In this study, by comparing the carbon stocks in each layer of the R. pseudoacacia forest ecosystem, we were able to observe that the carbon stocks were highest in the vegetation layer, followed by the soil and litter layers, with the vegetation and soil layers collectively accounting for over 97% of carbon stocks (Table 5), emphasizing their significance in organic carbon storage in plantation forests [57]. As density increased, the ecosystem’s carbon stock increased with the vegetation carbon stock due to the predominant role of the vegetation layer in carbon storage. Consequently, an appropriate increase in R. pseudoacacia density positively affected the overall ecosystem carbon stocks. In this study, a planting density of 2901−3400 trees ha⁻¹ was determined to be optimal for carbon sequestration in a 30−year old R. pseudoacacia plantations.
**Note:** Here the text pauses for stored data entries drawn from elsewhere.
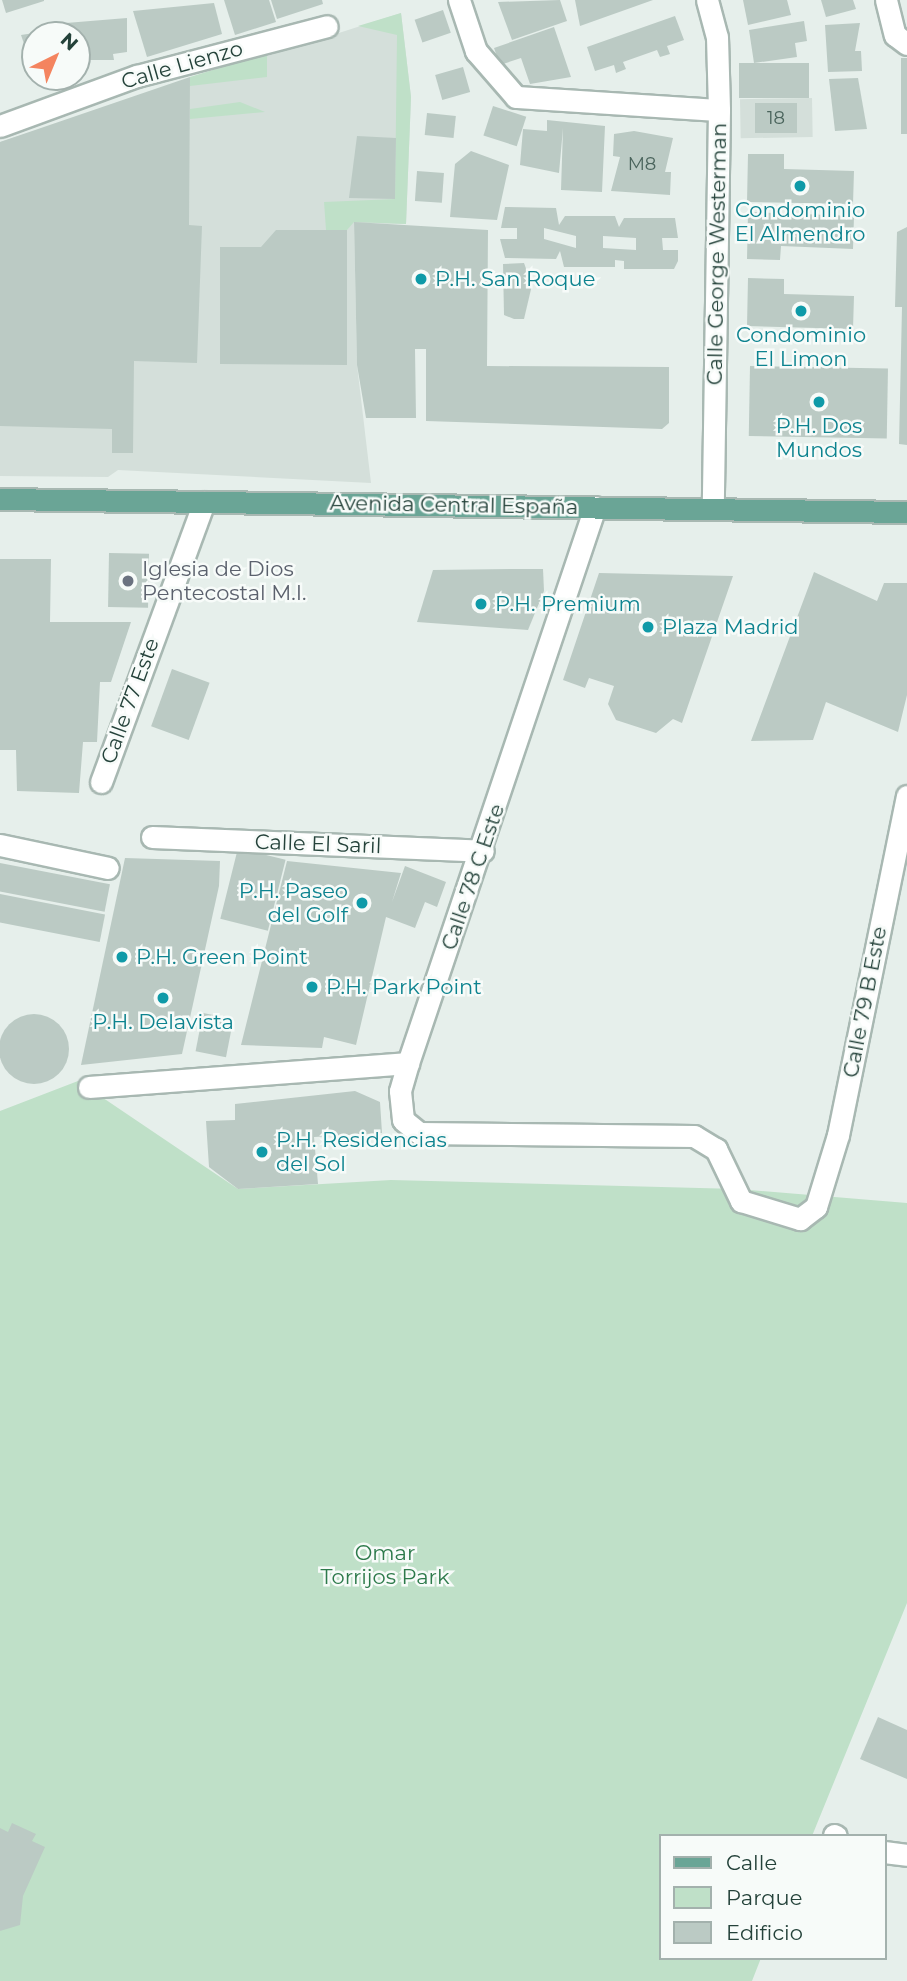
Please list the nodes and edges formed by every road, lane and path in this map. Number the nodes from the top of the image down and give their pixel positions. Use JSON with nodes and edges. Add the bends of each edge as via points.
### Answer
{"nodes":[{"id":1,"x":459,"y":0,"type":"edge"},
{"id":2,"x":706,"y":0,"type":"edge"},
{"id":3,"x":886,"y":0,"type":"edge"},
{"id":4,"x":327,"y":26,"type":"dead end"},
{"id":5,"x":907,"y":44,"type":"edge"},
{"id":6,"x":719,"y":110,"type":"junction"},
{"id":7,"x":0,"y":126,"type":"edge"},
{"id":8,"x":0,"y":499,"type":"edge"},
{"id":9,"x":204,"y":502,"type":"junction"},
{"id":10,"x":595,"y":507,"type":"junction"},
{"id":11,"x":713,"y":509,"type":"junction"},
{"id":12,"x":907,"y":512,"type":"edge"},
{"id":13,"x":101,"y":782,"type":"dead end"},
{"id":14,"x":907,"y":796,"type":"edge"},
{"id":15,"x":152,"y":836,"type":"dead end"},
{"id":16,"x":0,"y":845,"type":"edge"},
{"id":17,"x":483,"y":851,"type":"junction"},
{"id":18,"x":108,"y":868,"type":"dead end"},
{"id":19,"x":408,"y":1063,"type":"junction"},
{"id":20,"x":89,"y":1087,"type":"dead end"},
{"id":21,"x":816,"y":1207,"type":"joint"},
{"id":22,"x":886,"y":1852,"type":"edge"},
{"id":23,"x":907,"y":1855,"type":"edge"}],
"edges":[{"from":1,"to":6,"type":"street","via":[[476,51],[516,97]]},
{"from":2,"to":6,"type":"street","name":"Calle George Westerman","via":[[717,37]]},
{"from":3,"to":5,"type":"street","via":[[895,35]]},
{"from":4,"to":7,"type":"street","name":"Calle Lienzo","via":[[137,76]]},
{"from":6,"to":11,"type":"street","name":"Calle George Westerman"},
{"from":8,"to":9,"type":"main road","name":"Avenida Central España"},
{"from":9,"to":10,"type":"main road","name":"Avenida Central España"},
{"from":9,"to":13,"type":"street","name":"Calle 77 Este"},
{"from":10,"to":11,"type":"main road","name":"Avenida Central España"},
{"from":10,"to":17,"type":"street","name":"Calle 78 C Este"},
{"from":11,"to":12,"type":"main road","name":"Avenida Central España"},
{"from":14,"to":21,"type":"street","name":"Calle 79 B Este","via":[[838,1135]]},
{"from":15,"to":17,"type":"street","name":"Calle El Saril"},
{"from":16,"to":18,"type":"street"},
{"from":17,"to":19,"type":"street","name":"Calle 78 C Este"},
{"from":19,"to":20,"type":"street"},
{"from":19,"to":21,"type":"street","name":"Calle 78 C Este","via":[[400,1091],[403,1120],[419,1133],[694,1136],[716,1149],[741,1201],[758,1212],[800,1219]]},
{"from":22,"to":23,"type":"street"}]}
Forest carbon stock cannot only be determined by stand density. It also correlates closely with topography and stand age [49]. However, this study did not explore the significant impacts of topography and stand age on vegetation biomass and forest carbon stocks. Instead, it examined the role of stand density in biomass accumulation and carbon stocks. Therefore, to advance the high-quality development and sustainable functioning of R. pseudoacacia plantation forests in the Loess region of western Shanxi province, further investigation into the relative importance of stand age, stand density, and topography on ecosystem biomass and carbon stock is required. This serves as the next focal point of this research.

5. Conclusions

In the investigation of five densities of R. pseudoacacia plantation forests in the Loess region of western Shanxi province, it was found that the density of forest stands significantly influenced the DBH of R. pseudoacacia, the biomass of R. pseudoacacia stems, the total biomass of the sample plot, the total biomass of individual R. pseudoacacia, and the total carbon stock of the sample plot. The R. pseudoacacia DBH and the biomass of individual R. pseudoacacia decreased with increasing density, while the R. pseudoacacia stem biomass, total biomass of the sample plots, and total carbon stock of the sample plots increased with increasing density. This study found a positive impact on ecosystem carbon accumulation with an appropriate increase in R. pseudoacacia density. Therefore, the density of R. pseudoacacia plantation forests should be selected based on the specific objectives of the forest in question. For timber production, a planting density of 900−1400 trees ha⁻¹ is recommended, whereas for carbon sequestration purposes, an initial planting density of 2900−3400 trees ha⁻¹ can be the most effective.